In her post-election speech, Deegan stated it “felt amazing” to serve as the city’s first female mayor, but she especially loved having campaigned with “a vision that is positive.” Deegan added, “To me, it’s the fact that not only do I get to make history, but that I get to turn the page on what has really been a very fear filled time. I just can’t tell you how grateful I am (Florida Times-Union, Holthaus & Bauerlein, 5/16/23).” Deegan added that on day one, she wanted to increase “the transparency in the mayor’s office,” a campaign promise she had made from the start.

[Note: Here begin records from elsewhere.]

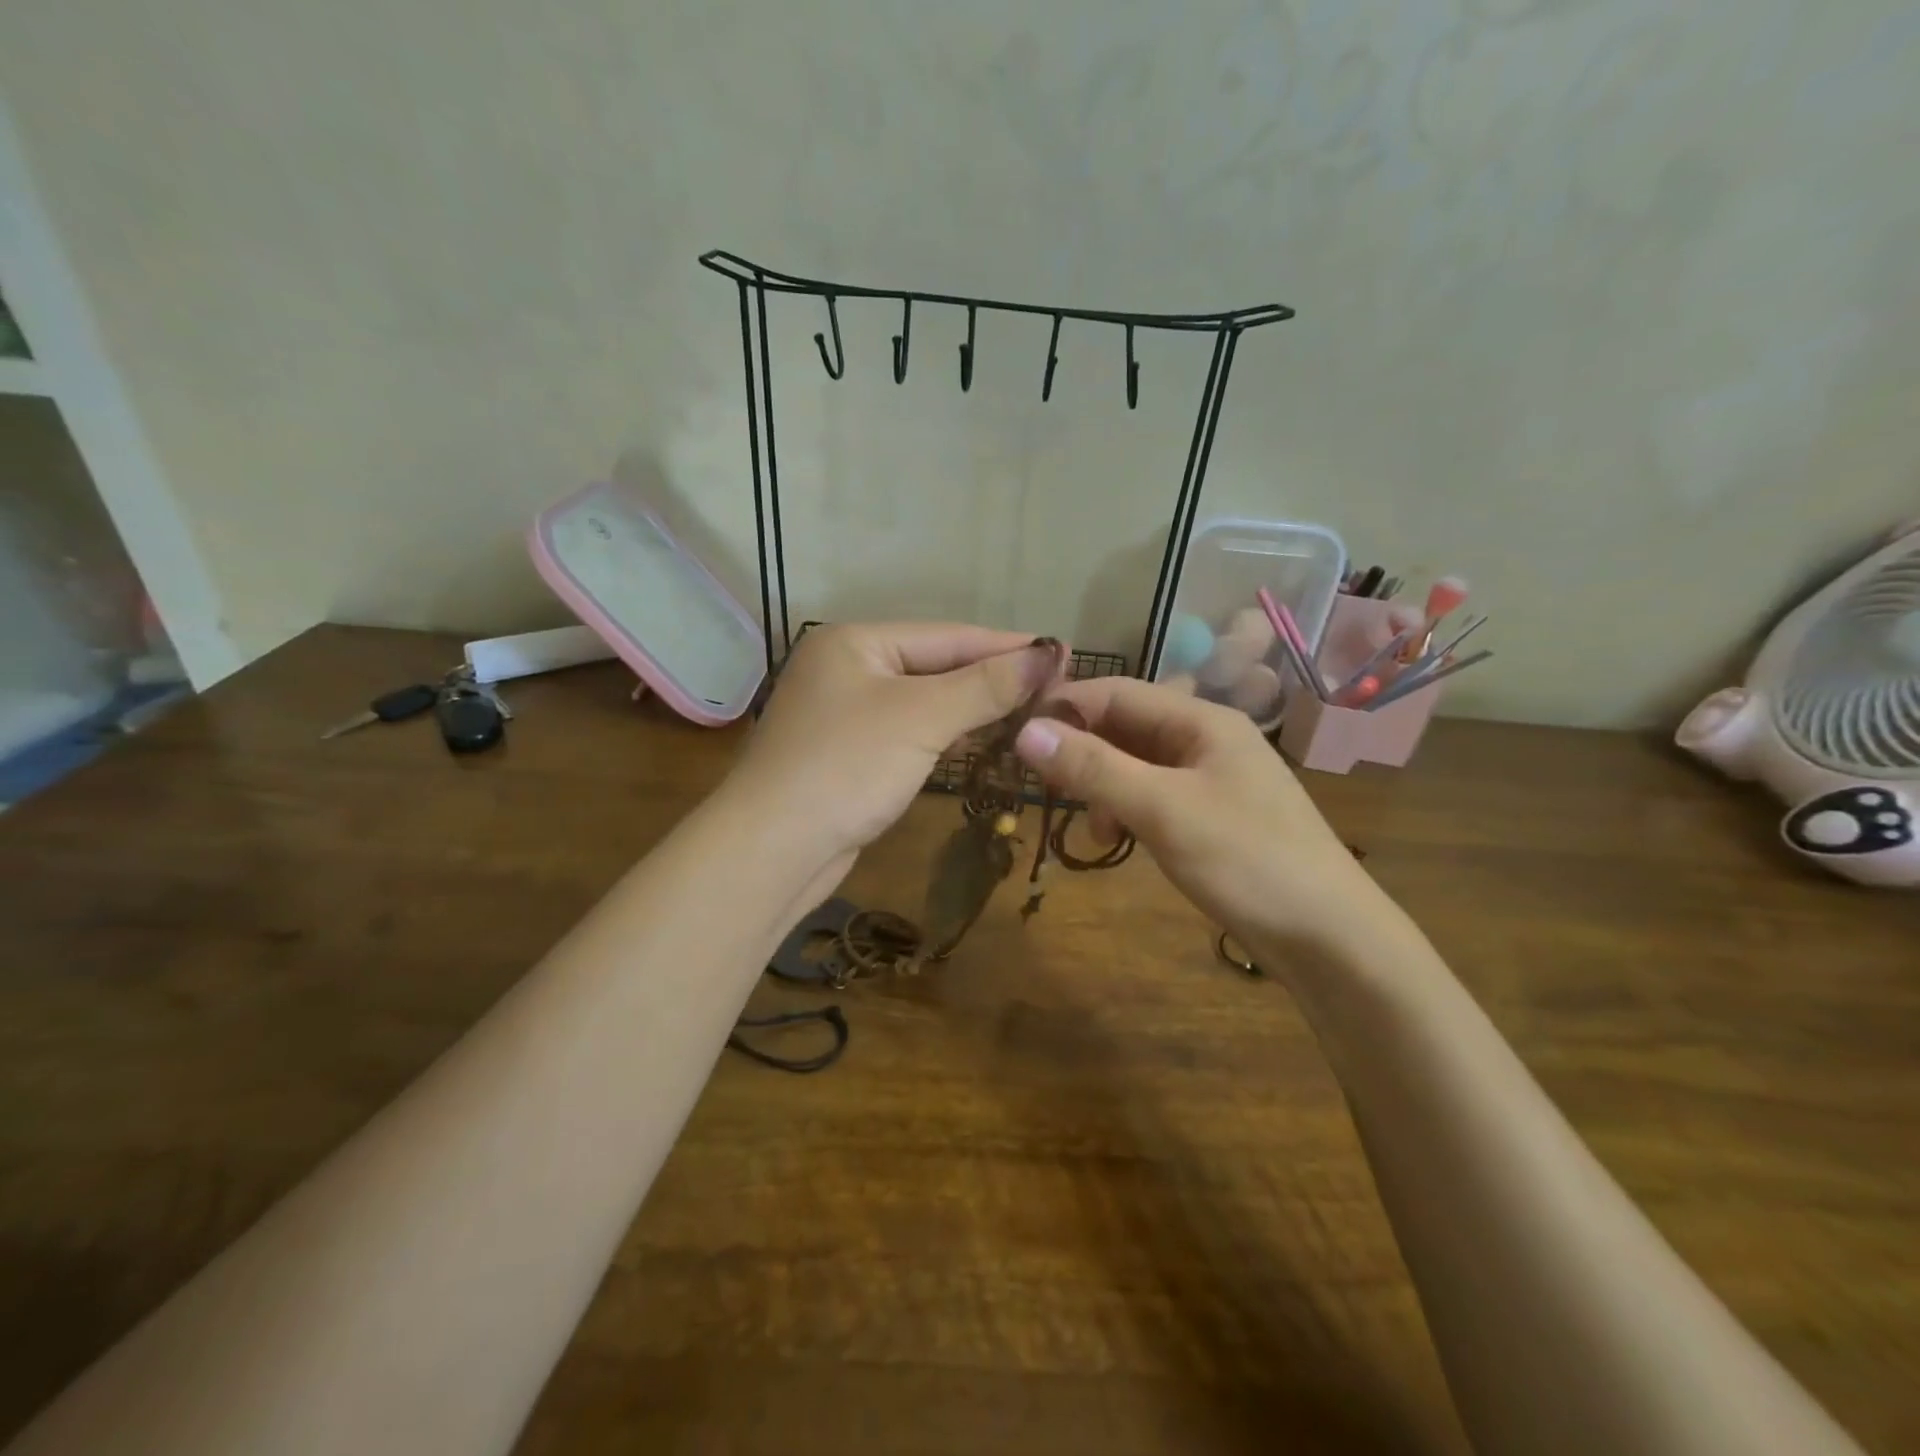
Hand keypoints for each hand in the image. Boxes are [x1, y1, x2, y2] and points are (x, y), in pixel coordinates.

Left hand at [725, 622, 1055, 885]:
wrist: (772, 849)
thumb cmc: (847, 767)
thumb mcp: (922, 718)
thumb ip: (985, 685)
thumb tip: (1047, 653)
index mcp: (856, 641)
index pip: (949, 635)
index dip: (1008, 646)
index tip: (1063, 654)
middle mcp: (847, 668)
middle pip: (936, 666)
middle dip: (993, 678)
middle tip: (1055, 687)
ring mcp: (844, 713)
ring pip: (924, 702)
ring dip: (973, 708)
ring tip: (1032, 711)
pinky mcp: (848, 754)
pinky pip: (909, 732)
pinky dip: (946, 735)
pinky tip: (983, 740)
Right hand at [1014, 677, 1386, 952]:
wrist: (1331, 939)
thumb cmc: (1248, 862)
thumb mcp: (1163, 810)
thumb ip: (1094, 768)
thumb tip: (1024, 731)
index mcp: (1201, 721)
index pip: (1116, 692)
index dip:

Deegan stated that she wanted to keep Jacksonville from engaging in a “tug of war.” She declared, “I think we have shown that we simply have to be willing to say it’s not about the R or the D, it’s about working together for our city (Florida Times-Union, 5/16/23).” Yes, Democratic mayor-elect Deegan will face many challenges, but she will be ready and able to handle them. Again, congratulations, Jacksonville mayor-elect Deegan!